I don’t do Twitter. Look, I’ve tried, but it’s just not my thing. For one thing, I find it a limiting format. With the character restriction, you inevitably have to employ a bunch of abbreviations and symbols, and a simple message often ends up looking like gobbledygook (as an aside, that’s the first time I’ve ever typed the word “gobbledygook”). Throw in a bunch of hashtags, retweets, and the typical number of typos and you’ve got something that’s not only borderline unreadable — it’s a Birdbox-level assault on the eyes. Also — and I hope you’re sitting down for this — Twitter is largely hot garbage, by turns serving up pointlessness, hatred, and pseudo-celebs pushing their “brands.” But at the risk of seeming too negative about a forum over 300 million people use monthly, I will throw Twitter a few breadcrumbs:
1.) I’ve used it to follow some of my favorite comedians, and it can be great for some random nuggets of hilarity.

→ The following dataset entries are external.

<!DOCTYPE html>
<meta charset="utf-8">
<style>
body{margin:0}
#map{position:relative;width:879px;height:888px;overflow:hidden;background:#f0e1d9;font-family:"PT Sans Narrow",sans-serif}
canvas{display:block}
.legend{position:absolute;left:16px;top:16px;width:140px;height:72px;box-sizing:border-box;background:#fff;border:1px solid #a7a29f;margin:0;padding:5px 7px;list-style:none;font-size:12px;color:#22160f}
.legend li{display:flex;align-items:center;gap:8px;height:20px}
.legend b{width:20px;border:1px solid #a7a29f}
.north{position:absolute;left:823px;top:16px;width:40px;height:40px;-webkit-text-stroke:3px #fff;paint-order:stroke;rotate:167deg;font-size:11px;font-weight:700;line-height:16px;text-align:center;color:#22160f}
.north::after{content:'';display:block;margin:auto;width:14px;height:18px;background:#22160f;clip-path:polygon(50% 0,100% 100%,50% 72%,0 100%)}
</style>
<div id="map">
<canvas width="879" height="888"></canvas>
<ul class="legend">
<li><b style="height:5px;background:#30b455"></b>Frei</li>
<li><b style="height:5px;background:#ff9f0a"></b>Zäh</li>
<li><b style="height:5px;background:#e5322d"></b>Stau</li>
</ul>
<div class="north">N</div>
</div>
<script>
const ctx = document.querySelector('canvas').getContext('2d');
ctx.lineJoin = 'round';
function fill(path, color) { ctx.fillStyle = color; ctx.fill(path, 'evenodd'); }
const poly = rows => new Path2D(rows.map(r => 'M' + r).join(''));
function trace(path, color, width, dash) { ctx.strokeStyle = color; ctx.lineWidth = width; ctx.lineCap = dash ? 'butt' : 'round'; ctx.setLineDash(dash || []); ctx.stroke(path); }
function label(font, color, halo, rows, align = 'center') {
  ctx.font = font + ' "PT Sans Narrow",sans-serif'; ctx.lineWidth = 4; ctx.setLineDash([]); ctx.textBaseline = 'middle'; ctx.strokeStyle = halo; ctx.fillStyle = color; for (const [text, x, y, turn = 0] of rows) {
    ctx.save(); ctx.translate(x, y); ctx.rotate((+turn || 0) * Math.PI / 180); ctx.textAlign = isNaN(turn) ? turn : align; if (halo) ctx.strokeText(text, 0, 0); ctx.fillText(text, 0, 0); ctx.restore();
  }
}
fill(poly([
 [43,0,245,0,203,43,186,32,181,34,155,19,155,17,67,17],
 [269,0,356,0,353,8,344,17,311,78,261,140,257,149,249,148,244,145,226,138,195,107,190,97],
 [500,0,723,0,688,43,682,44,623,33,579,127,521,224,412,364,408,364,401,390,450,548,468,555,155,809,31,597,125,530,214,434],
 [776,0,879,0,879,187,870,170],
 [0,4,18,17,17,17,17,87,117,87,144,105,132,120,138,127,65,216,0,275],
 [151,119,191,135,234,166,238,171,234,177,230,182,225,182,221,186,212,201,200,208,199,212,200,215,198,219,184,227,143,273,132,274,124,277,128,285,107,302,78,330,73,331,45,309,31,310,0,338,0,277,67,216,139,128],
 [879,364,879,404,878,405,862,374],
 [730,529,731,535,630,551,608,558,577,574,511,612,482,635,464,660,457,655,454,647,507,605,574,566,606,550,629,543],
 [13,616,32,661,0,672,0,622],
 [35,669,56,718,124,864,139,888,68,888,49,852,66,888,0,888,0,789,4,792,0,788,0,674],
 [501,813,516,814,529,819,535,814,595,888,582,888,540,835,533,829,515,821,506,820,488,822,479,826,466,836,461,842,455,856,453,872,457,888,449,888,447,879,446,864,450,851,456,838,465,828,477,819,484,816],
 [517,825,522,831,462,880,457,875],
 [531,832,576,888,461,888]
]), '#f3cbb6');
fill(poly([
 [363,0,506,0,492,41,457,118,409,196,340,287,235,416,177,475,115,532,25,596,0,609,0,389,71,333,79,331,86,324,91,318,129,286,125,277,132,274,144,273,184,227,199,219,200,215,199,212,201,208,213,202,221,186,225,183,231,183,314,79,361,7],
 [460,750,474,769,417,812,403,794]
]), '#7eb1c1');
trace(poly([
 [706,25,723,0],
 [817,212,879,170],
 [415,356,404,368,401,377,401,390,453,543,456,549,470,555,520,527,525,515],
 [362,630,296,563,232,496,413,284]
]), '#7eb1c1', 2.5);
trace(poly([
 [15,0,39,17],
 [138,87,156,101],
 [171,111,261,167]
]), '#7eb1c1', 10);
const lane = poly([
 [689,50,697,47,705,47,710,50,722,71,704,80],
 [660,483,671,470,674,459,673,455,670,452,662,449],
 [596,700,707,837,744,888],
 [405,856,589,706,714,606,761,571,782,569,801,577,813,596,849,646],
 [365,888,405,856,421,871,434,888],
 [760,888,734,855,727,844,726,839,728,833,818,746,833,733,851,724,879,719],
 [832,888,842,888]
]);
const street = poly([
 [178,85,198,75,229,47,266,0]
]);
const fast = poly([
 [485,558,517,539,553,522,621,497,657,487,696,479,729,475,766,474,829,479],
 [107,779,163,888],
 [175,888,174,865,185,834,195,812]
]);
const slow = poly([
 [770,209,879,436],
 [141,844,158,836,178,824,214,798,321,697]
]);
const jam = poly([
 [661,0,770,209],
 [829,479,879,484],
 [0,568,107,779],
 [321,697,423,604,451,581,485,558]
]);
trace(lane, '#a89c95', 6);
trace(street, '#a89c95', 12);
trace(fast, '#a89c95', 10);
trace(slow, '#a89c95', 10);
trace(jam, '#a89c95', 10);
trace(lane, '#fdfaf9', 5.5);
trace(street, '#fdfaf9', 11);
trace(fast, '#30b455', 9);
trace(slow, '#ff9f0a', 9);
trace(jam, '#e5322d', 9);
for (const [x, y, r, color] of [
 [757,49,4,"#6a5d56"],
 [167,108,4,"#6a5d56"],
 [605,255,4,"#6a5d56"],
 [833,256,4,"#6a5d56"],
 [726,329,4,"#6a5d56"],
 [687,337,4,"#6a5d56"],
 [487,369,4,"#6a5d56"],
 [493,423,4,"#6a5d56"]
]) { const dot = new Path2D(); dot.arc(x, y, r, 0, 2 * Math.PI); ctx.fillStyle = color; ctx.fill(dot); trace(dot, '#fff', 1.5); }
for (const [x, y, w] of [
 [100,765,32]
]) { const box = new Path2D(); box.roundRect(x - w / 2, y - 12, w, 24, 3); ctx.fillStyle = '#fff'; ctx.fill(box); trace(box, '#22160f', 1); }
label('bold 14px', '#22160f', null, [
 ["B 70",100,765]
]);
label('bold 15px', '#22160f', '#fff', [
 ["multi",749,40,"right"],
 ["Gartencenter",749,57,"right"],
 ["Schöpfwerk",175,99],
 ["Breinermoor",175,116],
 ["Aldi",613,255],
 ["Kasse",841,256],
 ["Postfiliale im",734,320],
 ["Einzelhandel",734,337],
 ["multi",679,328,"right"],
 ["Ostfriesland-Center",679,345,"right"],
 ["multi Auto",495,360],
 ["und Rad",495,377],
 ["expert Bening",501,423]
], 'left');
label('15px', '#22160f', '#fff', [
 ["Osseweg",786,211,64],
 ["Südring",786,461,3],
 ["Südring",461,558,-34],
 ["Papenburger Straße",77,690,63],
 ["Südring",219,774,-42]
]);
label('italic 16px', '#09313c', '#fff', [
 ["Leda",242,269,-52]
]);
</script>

2.) It’s been a tremendous tool to expose just how depraved and idiotic our president is. I mean, without Twitter, there’s literally no other evidence.
3.) I like to get alerts about the sales at Hobby Lobby.
But that’s it! Anyway, I have many thoughts that would otherwise be perfect for a Tweetstorm. They’re observations that share nothing beyond the thinnest thread of genius evident to only the keenest of observers. Yes, I realize that many of these would be too long for Twitter anyway. Hey, it’s either this or I share the poetry I’ve been working on.
-For many reasons, watching porn requires a massive suspension of disbelief on the part of the viewer. Nowhere is this more evident, I’ve found, than in scenes where the characters are “reading” or “studying.”
-I will join George Clooney’s boycott of hotels owned by the Sultan of Brunei in protest of anti-LGBT laws in that country. Let me be clear: I will not stay in the Beverly Hills Hotel, the Hotel Bel-Air, or even 45 Park Lane in London. Not all heroes wear capes, people.
-I don’t like to talk about it much, but I’ve become very active in the MENSA community. And I’ll continue apace until those snobs let me into their goddamn club.
-The following is a short list of movies that people collectively lost their shit over throughout the years and, by sheer force of will, have attempted to turn into “classics.” They are not. Please cease and desist.
- Mean Girls Has its moments, but come on.
- The Sandlot A cloying, shallow mess. Just FYI, the director of this movie also helmed Ace Ventura Jr. Seriously.
- Elf Literally laugh-free…and I love Will Ferrell.
- Black Panther Yep, this came out just last year, but I’m doing a peremptory strike. This movie is not good on every fundamental level.
- Office Space I actually have a ton of affection for this flick. But it’s more of a collection of funny scenes than it is a great film.
-The NCAA Men’s Basketball Tournament recently concluded. The vast majority of fans ignore college basketball during the regular season, but the onset of March Madness brings bracket mania (AKA gambling) and the accompanying eyeballs on all the games. Though there were some great contests, the early rounds didn’t feature as many of the upsets as years past. This, of course, led to complaints that the tournament was “boring.” Excuse me, but what?! A.) A lack of upsets is no indication of the quality of basketball being played. B.) If you don’t bother to watch a sport until the postseason begins, you forfeit any and all rights to bitch and moan about said sport.

-“The ice cream of the future” has become “The cereal of the present.”
-After copious research, I have determined that the world’s worst workout song is Double’s “The Captain of Her Heart.” Sure, it’s got an intoxicating piano riff, but it it just doesn’t translate into my legs churning faster on the treadmill. I write this knowing full the vitriol that fans of the Swiss duo will spew my way.
-I accidentally entered the exit of a parking lot the other day, only to find that I had run over a strip of those spikes that “cause severed tire damage.” It was a real “Oh, shit!” moment until I realized that my tires were fine. My relief quickly turned to bewilderment. Was this contraption just not working? Was the threat of damage all a ruse? Do I have a potential lawsuit against the manufacturer? I mean, I was promised some fucked up tires. My bewilderment morphed into anger: have we, the motorists of America, been lied to all these years?! First this business about changing the oil every “3,000” miles, now this crap. My bewilderment became panic as some guy laid on his horn, ordering me to get the hell out of the way.
-I’ve stated before that I can find stunning ways to waste time on the internet. Welp, today I watched a 13-minute video that answers the question, “Why can’t the Avengers defeat Thanos by Ant-Man flying up his butt and expanding?” For the love of God, it got very technical (tensile strength was discussed). To save you the trouble, for some reason he cannot. I could have provided a link to said video, but I wanted to force you to type “Ant-Man up Thanos’ ass” into a search engine.
-I’d like to think I’m hardy enough to weather any storm that blows into my life. But goddamn it if losing my ChapStick doesn’t send my day into a tailspin.